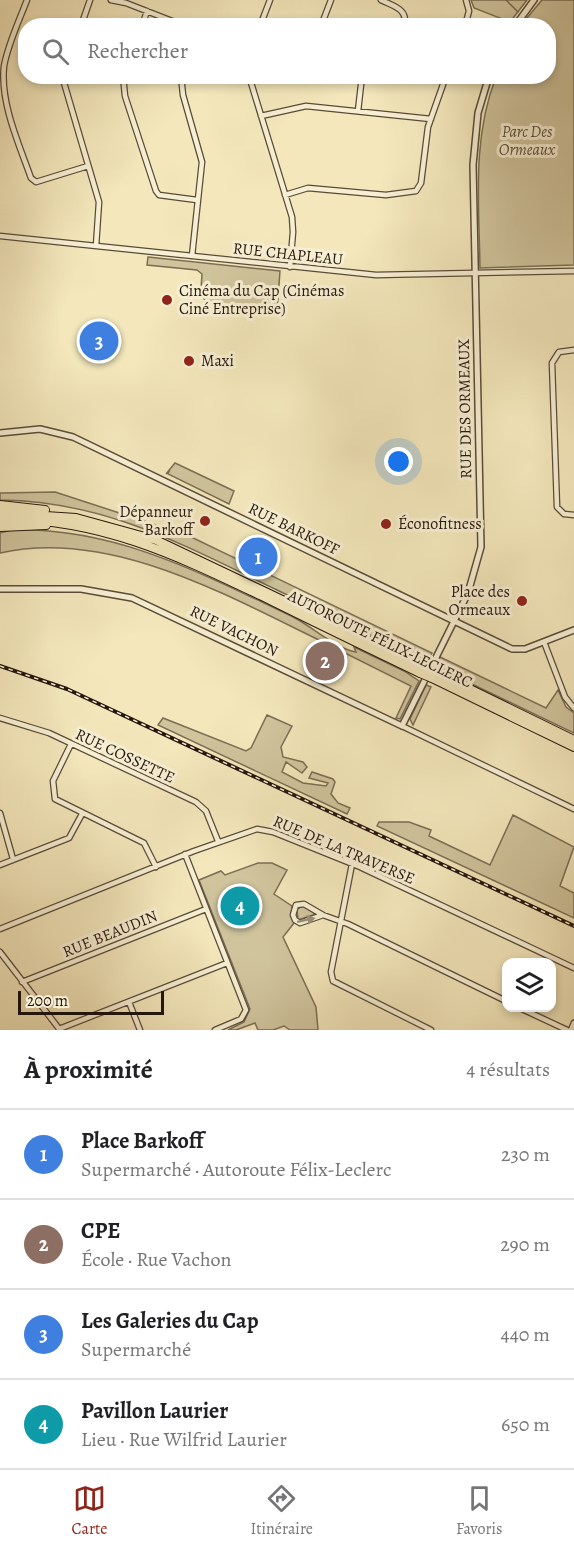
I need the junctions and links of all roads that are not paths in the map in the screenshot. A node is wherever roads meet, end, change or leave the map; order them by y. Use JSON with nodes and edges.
{"nodes":[{"id":1,"x":27,"y":0,"type":"edge"},
{"id":2,"x":90,"y":0,"type":"edge"},
{"id":3,"x":111,"y":0,"type":"edge"},
{"id":4,"x":270,"y":0,"type":"edge"},
{"id":5,"x":331,"y":0,"type":"edge"},
{"id":6,"x":381,"y":0,"type":"edge"},
{"id":7,"x":466,"y":0,"type":"edge"},
{"id":8,"x":534,"y":0,"type":"edge"},
{"id":9,"x":147,"y":11,"type":"junction"},
{"id":10,"x":20,"y":18,"type":"edge"},
{"id":11,"x":84,"y":18,"type":"edge"},
{"id":12,"x":145,"y":18,"type":"edge"},
{"id":13,"x":165,"y":18,"type":"edge"},
{"id":14,"x":263,"y":18,"type":"edge"},
{"id":15,"x":324,"y":18,"type":"edge"},
{"id":16,"x":406,"y":18,"type":"edge"},
{"id":17,"x":467,"y":18,"type":"edge"},
{"id":18,"x":520,"y":18,"type":"edge"},
{"id":19,"x":18,"y":24,"type":"edge"},
{"id":20,"x":64,"y":84,"type":"edge"},
{"id":21,"x":124,"y":84,"type":"edge"},
{"id":22,"x":182,"y":84,"type":"edge"},
{"id":23,"x":251,"y":84,"type":"edge"},
{"id":24,"x":361,"y":84,"type":"edge"},
{"id":25,"x":443,"y":84,"type":"edge"},
{"id":26,"x":486,"y":84,"type":"edge"},
{"id":27,"x":358,"y":111,"type":"junction"},
{"id":28,"x":261,"y":116,"type":"junction"},
{"id":29,"x":430,"y":119,"type":"junction"},
{"id":30,"x":88,"y":166,"type":"junction"},
{"id":31,"x":285,"y":195,"type":"junction"},
{"id":32,"x":197,"y":200,"type":"junction"},
{"id":33,"x":0,"y":236,"type":"edge"},
{"id":34,"x":96,"y":246,"type":"junction"},
{"id":35,"x":192,"y":256,"type":"junction"},
{"id":36,"x":290,"y":267,"type":"junction"},
{"id":37,"x":574,"y":271,"type":"edge"},
{"id":38,"x":475,"y":273,"type":"junction"},
{"id":39,"x":574,"y":350,"type":"edge"},
{"id":40,"x":0,"y":433,"type":"edge"},
{"id":41,"x":0,"y":505,"type":"edge"},
{"id":42,"x":0,"y":513,"type":"edge"},
{"id":43,"x":574,"y":516,"type":"edge"},
{"id":44,"x":0,"y":519,"type":"edge"},
{"id":45,"x":99,"y":523,"type":"junction"},
{"id":46,"x":74,"y":525,"type":"junction"},
{"id":47,"x":0,"y":527,"type":"edge"},
{"id":48,"x":0,"y":589,"type":"edge"},
{"id":49,"x":453,"y":621,"type":"junction"},
{"id":50,"x":574,"y":630,"type":"edge"},
{"id":51,"x":543,"y":642,"type":"junction"},
{"id":52,"x":422,"y":670,"type":"junction"},
{"id":53,"x":433,"y":675,"type":"junction"},
{"id":54,"x":574,"y":708,"type":"edge"},
{"id":55,"x":0,"y":718,"type":"edge"},
{"id":56,"x":402,"y":726,"type":"junction"},
{"id":57,"x":574,"y":740,"type":"edge"},
{"id":58,"x":71,"y":744,"type":"junction"},
{"id":59,"x":574,"y":747,"type":"edge"},
{"id":60,"x":574,"y":809,"type":"edge"},
{"id":61,"x":0,"y":813,"type":"edge"},
{"id":62,"x":82,"y":814,"type":"junction"},
{"id":63,"x":218,"y":841,"type":"junction"},
{"id":64,"x":185,"y":854,"type":"junction"},
{"id":65,"x":13,"y":860,"type":"junction"},
{"id":66,"x":352,"y":864,"type":"junction"},
{"id":67,"x":0,"y":865,"type":"edge"},
{"id":68,"x":156,"y":867,"type":"junction"},
{"id":69,"x":206,"y":909,"type":"junction"},
{"id":70,"x":323,"y":915,"type":"junction"},
{"id":71,"x":341,"y":921,"type":"junction"},
{"id":72,"x":0,"y":929,"type":"edge"},
{"id":73,"x":0,"y":952,"type":"edge"},
{"id":74,"x":227,"y":963,"type":"junction"},
{"id":75,"x":574,"y":968,"type":"edge"},
{"id":76,"x":22,"y":982,"type":"junction"},
{"id":77,"x":502,"y":999,"type":"edge"},
{"id":78,"x":129,"y":1002,"type":"junction"},
{"id":79,"x":529,"y":1012,"type":"edge"},
{"id":80,"x":574,"y":1023,"type":"edge"},
{"id":81,"x":59,"y":1029,"type":"edge"},
{"id":82,"x":140,"y":1030,"type":"edge"},
{"id":83,"x":215,"y":1030,"type":"edge"},
{"id":84,"x":431,"y":1030,"type":"edge"},
{"id":85,"x":569,"y":1030,"type":"edge"}],
"edges":[{"from":1,"to":10,"type":"street"},
{"from":2,"to":11,"type":"street"},
{"from":3,"to":9,"type":"street"},
{"from":4,"to":14,"type":"street"},
{"from":5,"to":15,"type":"street"},
{"from":6,"to":16,"type":"street"},
{"from":7,"to":17,"type":"street"},
{"from":8,"to":18,"type":"street"},
{"from":9,"to":12,"type":"street"},
{"from":9,"to":13,"type":"street"},
{"from":19,"to":30,"type":"street"},
{"from":20,"to":30,"type":"street"},
{"from":21,"to":32,"type":"street"},
{"from":22,"to":32,"type":"street"},
{"from":23,"to":28,"type":"street"},
{"from":24,"to":27,"type":"street"},
{"from":25,"to":29,"type":"street"},
{"from":26,"to":38,"type":"street","name":"RUE DES ORMEAUX"},
{"from":27,"to":28,"type":"street"},
{"from":27,"to":29,"type":"street"},
{"from":28,"to":31,"type":"street"},
{"from":29,"to":31,"type":"street"},
{"from":30,"to":34,"type":"street"},
{"from":31,"to":36,"type":"street"},
{"from":32,"to":35,"type":"street"},
{"from":33,"to":34,"type":"street","name":"RUE CHAPLEAU"},
{"from":34,"to":35,"type":"street","name":"RUE CHAPLEAU"},
{"from":35,"to":36,"type":"street","name":"RUE CHAPLEAU"},
{"from":36,"to":38,"type":"street","name":"RUE CHAPLEAU"},
{"from":37,"to":38,"type":"street","name":"RUE CHAPLEAU"},
{"from":38,"to":49,"type":"street","name":"RUE DES ORMEAUX"},
{"from":39,"to":43,"type":"street"},
{"from":40,"to":49,"type":"street","name":"RUE BARKOFF"},
{"from":41,"to":45,"type":"highway"},
{"from":42,"to":45,"type":"highway","name":"AUTOROUTE FÉLIX-LECLERC"},
{"from":44,"to":46,"type":"highway","name":"AUTOROUTE FÉLIX-LECLERC"},
{"from":45,"to":52,"type":"highway","name":"AUTOROUTE FÉLIX-LECLERC"},
{"from":46,"to":47,"type":"highway"},
{"from":46,"to":52,"type":"highway","name":"AUTOROUTE FÉLIX-LECLERC"},
{"from":48,"to":56,"type":"street","name":"RUE VACHON"},
{"from":49,"to":51,"type":"street","name":"RUE BARKOFF"},
{"from":49,"to":56,"type":"street","name":"RUE DES ORMEAUX"},
{"from":50,"to":51,"type":"street","name":"RUE BARKOFF"},
{"from":51,"to":54,"type":"street"},
{"from":52,"to":53,"type":"highway","name":"AUTOROUTE FÉLIX-LECLERC","bridge":true},
{"from":53,"to":57,"type":"highway","name":"AUTOROUTE FÉLIX-LECLERC"},
{"from":53,"to":59,"type":"highway","name":"AUTOROUTE FÉLIX-LECLERC"},
{"from":55,"to":58,"type":"street","name":"RUE COSSETTE"},
{"from":56,"to":60,"type":"street","name":"RUE VACHON"},
{"from":58,"to":62,"type":"street"},
{"from":58,"to":63,"type":"street","name":"RUE COSSETTE"},
{"from":61,"to":65,"type":"street"},
{"from":62,"to":65,"type":"street"},
{"from":62,"to":68,"type":"street"},
{"from":63,"to":64,"type":"street","name":"RUE DE LA TRAVERSE"},
{"from":63,"to":66,"type":"street","name":"RUE DE LA TRAVERSE"},
{"from":64,"to":68,"type":"street","name":"RUE DE LA TRAVERSE"},
{"from":64,"to":69,"type":"street"},
{"from":65,"to":67,"type":"street"},
{"from":66,"to":71,"type":"street"},
{"from":66,"to":75,"type":"street","name":"RUE DE LA TRAVERSE"},
{"from":68,"to":72,"type":"street","name":"RUE DE LA TRAVERSE"},
{"from":69,"to":74,"type":"street"},
{"from":69,"to":76,"type":"street","name":"RUE BEAUDIN"},
{"from":70,"to":70,"type":"street","one_way":true},
{"from":70,"to":71,"type":"street"},
{"from":71,"to":77,"type":"street"},
{"from":71,"to":84,"type":"street"},
{"from":73,"to":76,"type":"street"},
{"from":74,"to":78,"type":"street"},
{"from":74,"to":83,"type":"street"},
{"from":76,"to":81,"type":"street"},
{"from":78,"to":81,"type":"street"},
{"from":78,"to":82,"type":"street"},
{"from":79,"to":85,"type":"street"},
{"from":80,"to":85,"type":"street"}]}
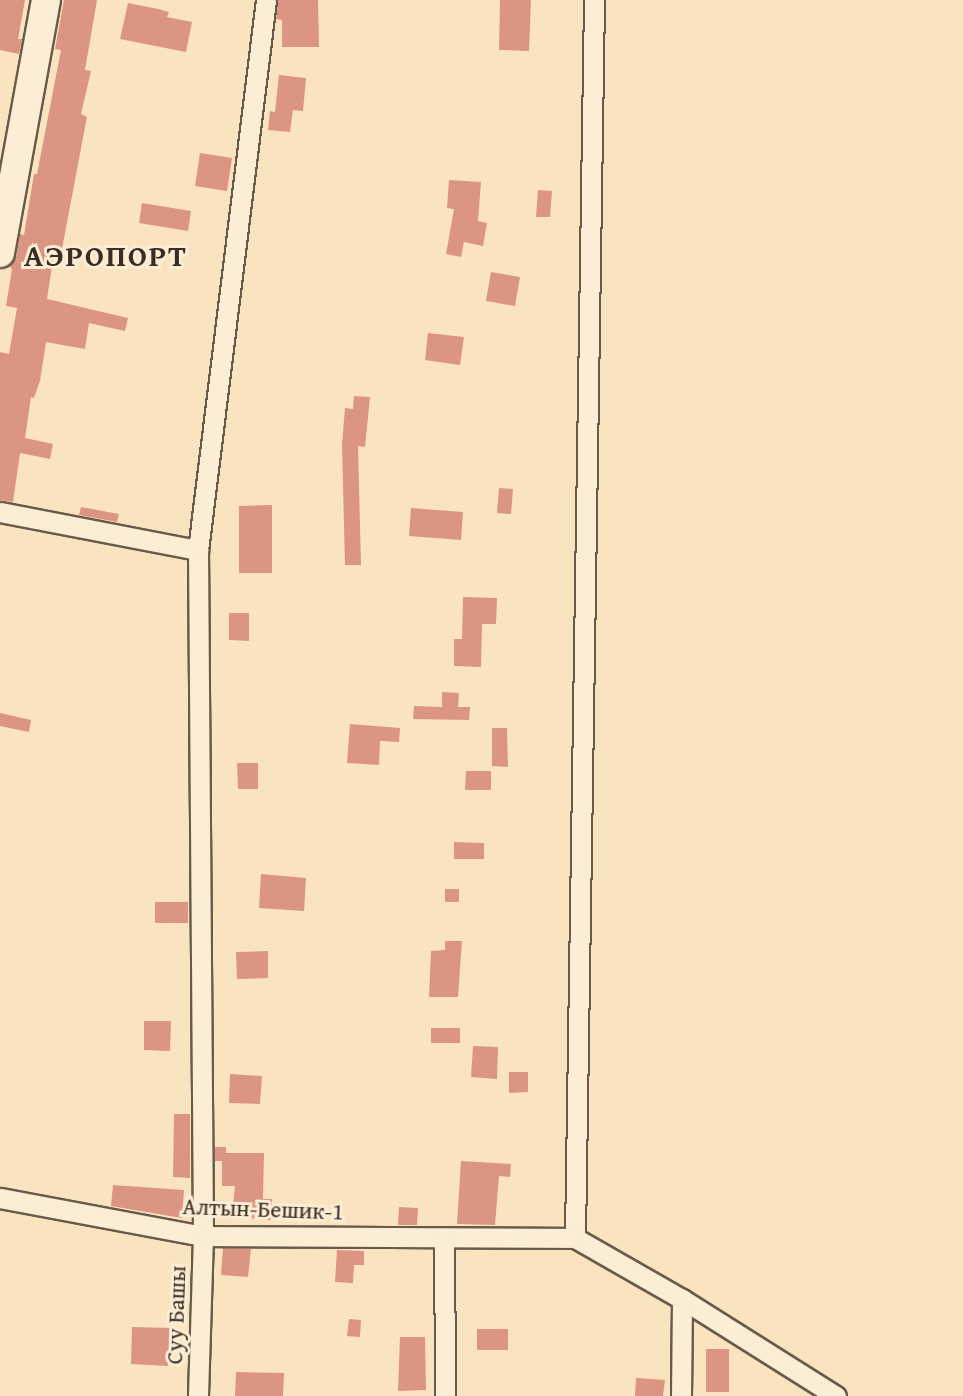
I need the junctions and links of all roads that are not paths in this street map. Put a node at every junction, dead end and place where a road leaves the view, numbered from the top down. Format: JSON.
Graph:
{"nodes":[{"id":1,"x":46,"y":0,"type":"edge"},
{"id":2,"x":266,"y":0,"type":"edge"},
{"id":3,"x":594,"y":0,"type":"edge"},
{"id":4,"x":0,"y":253,"type":"edge"},
{"id":5,"x":0,"y":512,"type":"edge"},
{"id":6,"x":198,"y":550,"type":"junction"},
{"id":7,"x":0,"y":1198,"type":"edge"},
{"id":8,"x":203,"y":1236,"type":"junction"},
{"id":9,"x":575,"y":1238,"type":"junction"},
{"id":10,"x":444,"y":1239,"type":"junction"},
{"id":11,"x":682,"y":1299,"type":"junction"},
{"id":12,"x":198,"y":1396,"type":"edge"},
{"id":13,"x":445,"y":1396,"type":"edge"},
{"id":14,"x":681,"y":1396,"type":"edge"},
{"id":15,"x":836,"y":1396,"type":"edge"}],
"edges":[{"from":1,"to":4,"type":"street"},
{"from":2,"to":6,"type":"street","name":"Суу Башы"},
{"from":3,"to":9,"type":"street"},
{"from":5,"to":6,"type":"street"},
{"from":6,"to":8,"type":"street","name":"Суу Башы"},
{"from":7,"to":8,"type":"street","name":"Алтын-Бешик-1"},
{"from":8,"to":10,"type":"street","name":"Алтын-Бешик-1"},
{"from":8,"to":12,"type":"street","name":"Суу Башы"},
{"from":9,"to":10,"type":"street","name":"Алтын-Бешик-1"},
{"from":9,"to":11,"type":"street"},
{"from":10,"to":13,"type":"street"},
{"from":11,"to":14,"type":"street"},
{"from":11,"to":15,"type":"street"}]}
☆ ☆ ☆ ☆ ☆
§ What you will do
Go through the listing above and find each line containing the string "ORMEAUX"; copy those lines.

§ Answer box
{"from":26,"to":38,"type":"street","name":"RUE DES ORMEAUX"},
{"from":38,"to":49,"type":"street","name":"RUE DES ORMEAUX"},
{"from":49,"to":56,"type":"street","name":"RUE DES ORMEAUX"},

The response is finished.